• _Task item_:
Give the entries again, exactly as written.

[Stored items]
◇ ◇ ◇ ◇ ◇

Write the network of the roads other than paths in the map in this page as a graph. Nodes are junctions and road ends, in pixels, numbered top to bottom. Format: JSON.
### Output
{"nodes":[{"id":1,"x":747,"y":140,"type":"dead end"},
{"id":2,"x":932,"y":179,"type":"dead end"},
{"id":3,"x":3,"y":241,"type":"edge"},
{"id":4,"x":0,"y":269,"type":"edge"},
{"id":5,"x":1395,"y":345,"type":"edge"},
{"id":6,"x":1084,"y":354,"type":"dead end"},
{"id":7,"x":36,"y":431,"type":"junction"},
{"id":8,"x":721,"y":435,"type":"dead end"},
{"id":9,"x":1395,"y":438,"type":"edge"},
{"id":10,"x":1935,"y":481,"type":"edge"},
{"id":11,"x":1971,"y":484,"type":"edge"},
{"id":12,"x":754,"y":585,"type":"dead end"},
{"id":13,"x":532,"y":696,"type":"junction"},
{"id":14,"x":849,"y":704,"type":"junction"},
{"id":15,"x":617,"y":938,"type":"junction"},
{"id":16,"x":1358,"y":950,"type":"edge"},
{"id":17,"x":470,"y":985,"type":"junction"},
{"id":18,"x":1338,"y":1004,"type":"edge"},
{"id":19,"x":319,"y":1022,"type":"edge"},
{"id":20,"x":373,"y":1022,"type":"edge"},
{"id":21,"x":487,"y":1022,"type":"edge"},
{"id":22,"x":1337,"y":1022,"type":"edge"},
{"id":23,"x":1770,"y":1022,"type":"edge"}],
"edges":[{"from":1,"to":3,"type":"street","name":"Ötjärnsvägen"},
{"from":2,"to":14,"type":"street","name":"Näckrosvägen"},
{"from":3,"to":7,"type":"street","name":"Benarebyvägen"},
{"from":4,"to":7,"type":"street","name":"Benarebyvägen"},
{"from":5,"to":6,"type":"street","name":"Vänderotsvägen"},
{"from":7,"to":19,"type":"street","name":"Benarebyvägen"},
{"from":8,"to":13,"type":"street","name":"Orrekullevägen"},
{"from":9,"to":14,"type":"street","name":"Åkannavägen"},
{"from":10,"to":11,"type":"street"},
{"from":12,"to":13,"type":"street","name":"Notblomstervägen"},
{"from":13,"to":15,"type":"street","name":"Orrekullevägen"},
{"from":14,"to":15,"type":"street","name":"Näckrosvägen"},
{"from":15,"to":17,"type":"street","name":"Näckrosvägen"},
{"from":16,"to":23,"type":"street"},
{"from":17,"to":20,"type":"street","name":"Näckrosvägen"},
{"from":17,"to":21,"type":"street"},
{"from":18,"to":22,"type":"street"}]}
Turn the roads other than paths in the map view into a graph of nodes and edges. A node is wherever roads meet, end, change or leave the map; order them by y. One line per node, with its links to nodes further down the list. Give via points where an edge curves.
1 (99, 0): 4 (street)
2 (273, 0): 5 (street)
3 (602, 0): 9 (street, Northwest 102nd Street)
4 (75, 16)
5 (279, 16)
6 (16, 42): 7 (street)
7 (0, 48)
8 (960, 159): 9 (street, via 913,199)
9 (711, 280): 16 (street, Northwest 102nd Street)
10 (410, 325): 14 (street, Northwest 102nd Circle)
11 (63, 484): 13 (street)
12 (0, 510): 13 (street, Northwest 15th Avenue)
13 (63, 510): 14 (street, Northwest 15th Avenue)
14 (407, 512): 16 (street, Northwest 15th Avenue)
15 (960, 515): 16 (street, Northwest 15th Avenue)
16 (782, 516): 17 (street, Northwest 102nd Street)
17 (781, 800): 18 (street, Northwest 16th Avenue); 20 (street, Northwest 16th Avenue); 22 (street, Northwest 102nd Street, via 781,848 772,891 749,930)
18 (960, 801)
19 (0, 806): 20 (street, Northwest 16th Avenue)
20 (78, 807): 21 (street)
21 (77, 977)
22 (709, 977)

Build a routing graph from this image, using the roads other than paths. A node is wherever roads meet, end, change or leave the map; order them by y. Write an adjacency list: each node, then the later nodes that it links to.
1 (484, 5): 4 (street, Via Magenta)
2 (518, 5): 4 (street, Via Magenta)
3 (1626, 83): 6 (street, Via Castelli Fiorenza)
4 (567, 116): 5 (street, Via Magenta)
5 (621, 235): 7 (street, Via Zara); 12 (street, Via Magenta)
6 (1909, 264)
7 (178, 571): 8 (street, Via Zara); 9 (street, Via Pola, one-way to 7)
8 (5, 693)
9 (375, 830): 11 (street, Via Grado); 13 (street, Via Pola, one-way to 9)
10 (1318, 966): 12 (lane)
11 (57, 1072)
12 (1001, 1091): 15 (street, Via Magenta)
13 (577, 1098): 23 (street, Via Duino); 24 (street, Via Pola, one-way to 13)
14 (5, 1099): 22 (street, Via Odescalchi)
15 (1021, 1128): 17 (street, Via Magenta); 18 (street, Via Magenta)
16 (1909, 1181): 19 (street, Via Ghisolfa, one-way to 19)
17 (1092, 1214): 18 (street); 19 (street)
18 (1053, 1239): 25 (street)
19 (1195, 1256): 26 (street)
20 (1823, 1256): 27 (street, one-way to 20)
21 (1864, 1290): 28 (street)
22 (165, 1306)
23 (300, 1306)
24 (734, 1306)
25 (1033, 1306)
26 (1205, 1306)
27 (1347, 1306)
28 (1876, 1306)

◇ ◇ ◇ ◇ ◇

• _Answer box_:
Write the network of the roads other than paths in the map in this page as a graph. Nodes are junctions and road ends, in pixels, numbered top to bottom. Format: JSON.
### Output
{"nodes":[{"id":1,"x":747,"y":140,"type":"dead end"},
{"id":2,"x":932,"y":179,"type":"dead end"},
{"id":3,"x":3,"y":241,"type":"edge"},
{"id":4,"x":0,"y":269,"type":"edge"},
{"id":5,"x":1395,"y":345,"type":"edge"},
{"id":6,"x":1084,"y":354,"type":"dead end"},
{"id":7,"x":36,"y":431,"type":"junction"},
{"id":8,"x":721,"y":435,"type":"dead end"},
{"id":9,"x":1395,"y":438,"type":"edge"},
{"id":10,"x":1935,"y":481,"type":"edge"},
{"id":11,"x":1971,"y":484,"type":"edge"},
{"id":12,"x":754,"y":585,"type":"dead end"},
{"id":13,"x":532,"y":696,"type":"junction"},
{"id":14,"x":849,"y":704,"type":"junction"},
{"id":15,"x":617,"y":938,"type":"junction"},
{"id":16,"x":1358,"y":950,"type":"edge"},
{"id":17,"x":470,"y":985,"type":"junction"},
{"id":18,"x":1338,"y":1004,"type":"edge"},
{"id":19,"x":319,"y":1022,"type":"edge"},
{"id":20,"x":373,"y":1022,"type":"edge"},
{"id":21,"x":487,"y":1022,"type":"edge"},
{"id":22,"x":1337,"y":1022,"type":"edge"},
{"id":23,"x":1770,"y":1022,"type":"edge"}],
"edges":[{"from":1,"to":3,"type":"street","name":"Ötjärnsvägen"},
{"from":2,"to":14,"type":"street","name":"Näckrosvägen"},
{"from":3,"to":7,"type":"street","name":"Benarebyvägen"},
{"from":4,"to":7,"type":"street","name":"Benarebyvägen"},
{"from":5,"to":6,"type":"street","name":"Vänderotsvägen"},
{"from":7,"to":19,"type":"street","name":"Benarebyvägen"},
{"from":8,"to":13,"type":"street","name":"Orrekullevägen"},
{"from":9,"to":14,"type":"street","name":"Åkannavägen"},
{"from":10,"to":11,"type":"street"},
{"from":12,"to":13,"type":"street","name":"Notblomstervägen"},
{"from":13,"to":15,"type":"street","name":"Orrekullevägen"},
{"from":14,"to":15,"type":"street","name":"Näckrosvägen"},
{"from":15,"to":17,"type":"street","name":"Näckrosvägen"},
{"from":16,"to":23,"type":"street"},
{"from":17,"to":20,"type":"street","name":"Näckrosvägen"},
{"from":17,"to":21,"type":"street"},
{"from":18,"to":22,"type":"street"}]}
Turn the roads other than paths in the map view into a graph of nodes and edges. A node is wherever roads meet, end, change or leave the map; order them by y. One line per node, with its links to nodes further down the list. Give via points where an edge curves.
1 (99, 0): 4 (street)
2 (273, 0): 5 (street)
3 (602, 0): 9 (street, Northwest 102nd Street)
4 (75, 16)
5 (279, 16)
6 (16, 42): 7 (street)
7 (0, 48)
8 (960, 159): 9 (street, via 913,199)
9 (711, 280): 16 (street, Northwest 102nd Street)
10 (410, 325): 14 (street, Northwest 102nd Circle)
11 (63, 484): 13 (street)
12 (0, 510): 13 (street, Northwest 15th Avenue)
13 (63, 510): 14 (street, Northwest 15th Avenue)
14 (407, 512): 16 (street, Northwest 15th Avenue)
15 (960, 515): 16 (street, Northwest 15th Avenue)
16 (782, 516): 17 (street, Northwest 102nd Street)
17 (781, 800): 18 (street, Northwest 16th Avenue); 20 (street, Northwest 16th Avenue); 22 (street, Northwest 102nd Street, via 781,848 772,891 749,930)
18 (960, 801)
19 (0, 806): 20 (street, Northwest 16th Avenue)
20 (78, 807): 21 (street)
21 (77, 977)
22 (709, 977)

Build a routing graph from this image, using the roads other than paths. A node is wherever roads meet, end, change or leave the map; order them by y. Write an adjacency list: each node, then the later nodes that it links to.
1 (484, 5): 4 (street, Via Magenta)
2 (518, 5): 4 (street, Via Magenta)
3 (1626, 83): 6 (street, Via Castelli Fiorenza)
4 (567, 116): 5 (street, Via Magenta)
5 (621, 235): 7 (street, Via Zara); 12 (street, Via Magenta)
6 (1909, 264)
7 (178, 571): 8 (street, Via Zara); 9 (street, Via Pola, one-way to 7)
8 (5, 693)
9 (375, 830): 11 (street, Via Grado); 13 (street, Via Pola, one-way to 9)
10 (1318, 966): 12 (lane)
11 (57, 1072)
12 (1001, 1091): 15 (street, Via Magenta)
13 (577, 1098): 23 (street, Via Duino); 24 (street, Via Pola, one-way to 13)
14 (5, 1099): 22 (street, Via Odescalchi)
15 (1021, 1128): 17 (street, Via Magenta); 18 (street, Via Magenta)
16 (1909, 1181): 19 (street, Via Ghisolfa, one-way to 19)
17 (1092, 1214): 18 (street); 19 (street)
18 (1053, 1239): 25 (street)
19 (1195, 1256): 26 (street)
20 (1823, 1256): 27 (street, one-way to 20)
21 (1864, 1290): 28 (street)
22 (165, 1306)
23 (300, 1306)
24 (734, 1306)
25 (1033, 1306)
26 (1205, 1306)
27 (1347, 1306)
28 (1876, 1306)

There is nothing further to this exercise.